━━━━━ Recorded information ━━━━━
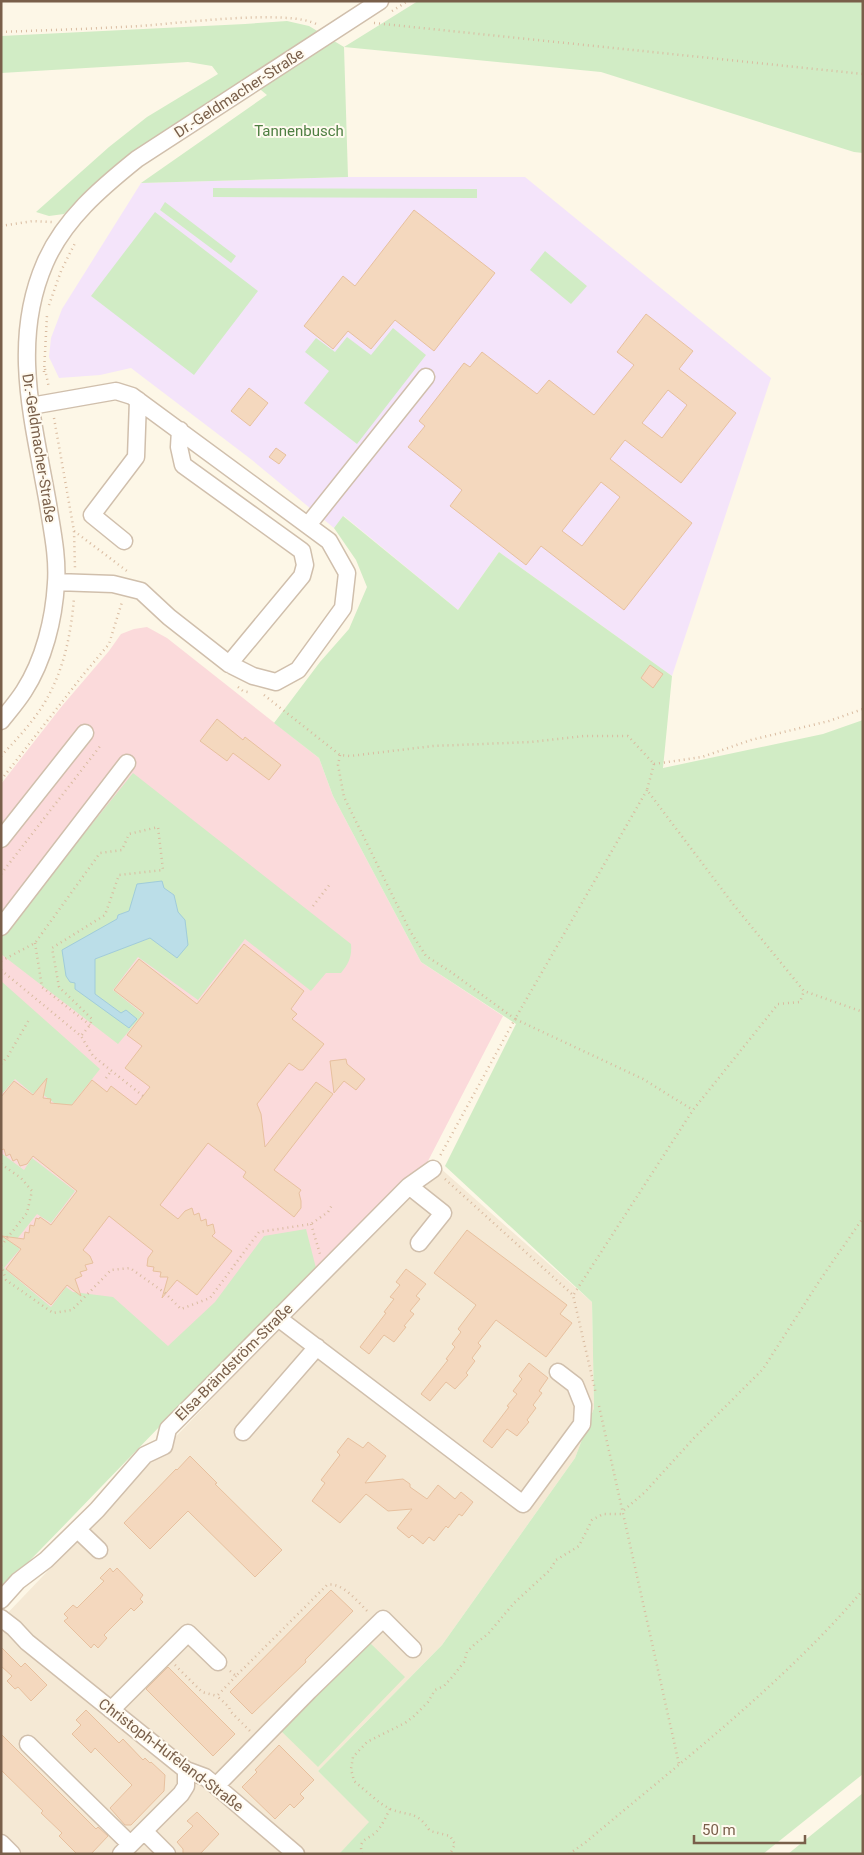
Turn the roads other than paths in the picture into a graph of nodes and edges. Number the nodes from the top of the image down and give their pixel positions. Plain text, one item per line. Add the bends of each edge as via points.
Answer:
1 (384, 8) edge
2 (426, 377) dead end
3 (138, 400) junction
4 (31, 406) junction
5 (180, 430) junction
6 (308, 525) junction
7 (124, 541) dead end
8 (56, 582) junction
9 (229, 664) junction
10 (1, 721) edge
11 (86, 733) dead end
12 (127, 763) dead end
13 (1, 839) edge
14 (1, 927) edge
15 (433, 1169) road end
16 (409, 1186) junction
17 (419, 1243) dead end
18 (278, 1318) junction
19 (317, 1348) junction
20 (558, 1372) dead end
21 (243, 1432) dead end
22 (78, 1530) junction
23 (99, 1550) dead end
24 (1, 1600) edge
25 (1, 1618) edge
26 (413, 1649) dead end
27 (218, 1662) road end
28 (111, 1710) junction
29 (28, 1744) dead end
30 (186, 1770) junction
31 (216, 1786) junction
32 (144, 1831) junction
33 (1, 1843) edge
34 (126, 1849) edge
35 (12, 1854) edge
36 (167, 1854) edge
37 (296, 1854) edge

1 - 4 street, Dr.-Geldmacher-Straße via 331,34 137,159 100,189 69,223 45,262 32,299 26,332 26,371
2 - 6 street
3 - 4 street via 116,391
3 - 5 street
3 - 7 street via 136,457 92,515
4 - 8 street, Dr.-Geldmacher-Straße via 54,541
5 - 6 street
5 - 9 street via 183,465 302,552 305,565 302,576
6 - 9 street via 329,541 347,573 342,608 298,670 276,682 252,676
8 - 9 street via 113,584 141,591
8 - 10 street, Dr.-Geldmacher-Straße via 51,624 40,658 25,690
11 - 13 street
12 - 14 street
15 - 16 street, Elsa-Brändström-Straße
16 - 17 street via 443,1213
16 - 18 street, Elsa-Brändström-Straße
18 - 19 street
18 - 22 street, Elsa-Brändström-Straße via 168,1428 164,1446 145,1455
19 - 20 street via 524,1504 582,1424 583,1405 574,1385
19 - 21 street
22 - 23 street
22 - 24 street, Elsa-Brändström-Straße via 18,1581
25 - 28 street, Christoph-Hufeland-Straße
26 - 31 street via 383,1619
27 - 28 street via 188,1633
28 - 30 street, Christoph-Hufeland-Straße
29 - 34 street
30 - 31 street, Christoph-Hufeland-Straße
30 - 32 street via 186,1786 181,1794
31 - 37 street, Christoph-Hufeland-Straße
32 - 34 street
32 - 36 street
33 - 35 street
━━━━━
◆ **Requirement**: The records above must be repeated exactly, minus their pictures.

◆ **Answer area**:
Turn the roads other than paths in the picture into a graph of nodes and edges. Number the nodes from the top of the image down and give their pixel positions. Plain text, one item per line. Add the bends of each edge as via points.
Answer:
1 (384, 8) edge
2 (426, 377) dead end
3 (138, 400) junction
4 (31, 406) junction
5 (180, 430) junction
6 (308, 525) junction
7 (124, 541) dead end
8 (56, 582) junction
9 (229, 664) junction
10 (1, 721) edge
11 (86, 733) dead end
12 (127, 763) dead end
13 (1, 839) edge
14 (1, 927) edge
15 (433, 1169) road end
16 (409, 1186) junction
17 (419, 1243) dead end
18 (278, 1318) junction
19 (317, 1348) junction
20 (558, 1372) dead end
21 (243, 1432) dead end
22 (78, 1530) junction
23 (99, 1550) dead end
24 (1, 1600) edge
25 (1, 1618) edge
26 (413, 1649) dead end
27 (218, 1662) road end
28 (111, 1710) junction
29 (28, 1744) dead end
30 (186, 1770) junction
31 (216, 1786) junction
32 (144, 1831) junction
33 (1, 1843) edge
34 (126, 1849) edge
35 (12, 1854) edge
36 (167, 1854) edge
37 (296, 1854) edge

1 - 4 street, Dr.-Geldmacher-Straße via 331,34 137,159 100,189 69,223 45,262 32,299 26,332 26,371
2 - 6 street
3 - 4 street via 116,391
3 - 5 street
3 - 7 street via 136,457 92,515
4 - 8 street, Dr.-Geldmacher-Straße via 54,541
5 - 6 street
5 - 9 street via 183,465 302,552 305,565 302,576
6 - 9 street via 329,541 347,573 342,608 298,670 276,682 252,676
8 - 9 street via 113,584 141,591
8 - 10 street, Dr.-Geldmacher-Straße via 51,624 40,658 25,690
11 - 13 street
12 - 14 street
15 - 16 street, Elsa-Brändström-Straße
16 - 17 street via 443,1213
16 - 18 street, Elsa-Brändström-Straße
18 - 19 street
18 - 22 street, Elsa-Brändström-Straße via 168,1428 164,1446 145,1455
19 - 20 street via 524,1504 582,1424 583,1405 574,1385
19 - 21 street
22 - 23 street
22 - 24 street, Elsa-Brändström-Straße via 18,1581
25 - 28 street, Christoph-Hufeland-Straße
26 - 31 street via 383,1619
27 - 28 street via 188,1633
28 - 30 street, Christoph-Hufeland-Straße
29 - 34 street
30 - 31 street, Christoph-Hufeland-Straße
30 - 32 street via 186,1786 181,1794
31 - 37 street, Christoph-Hufeland-Straße
32 - 34 street
32 - 36 street
33 - 35 street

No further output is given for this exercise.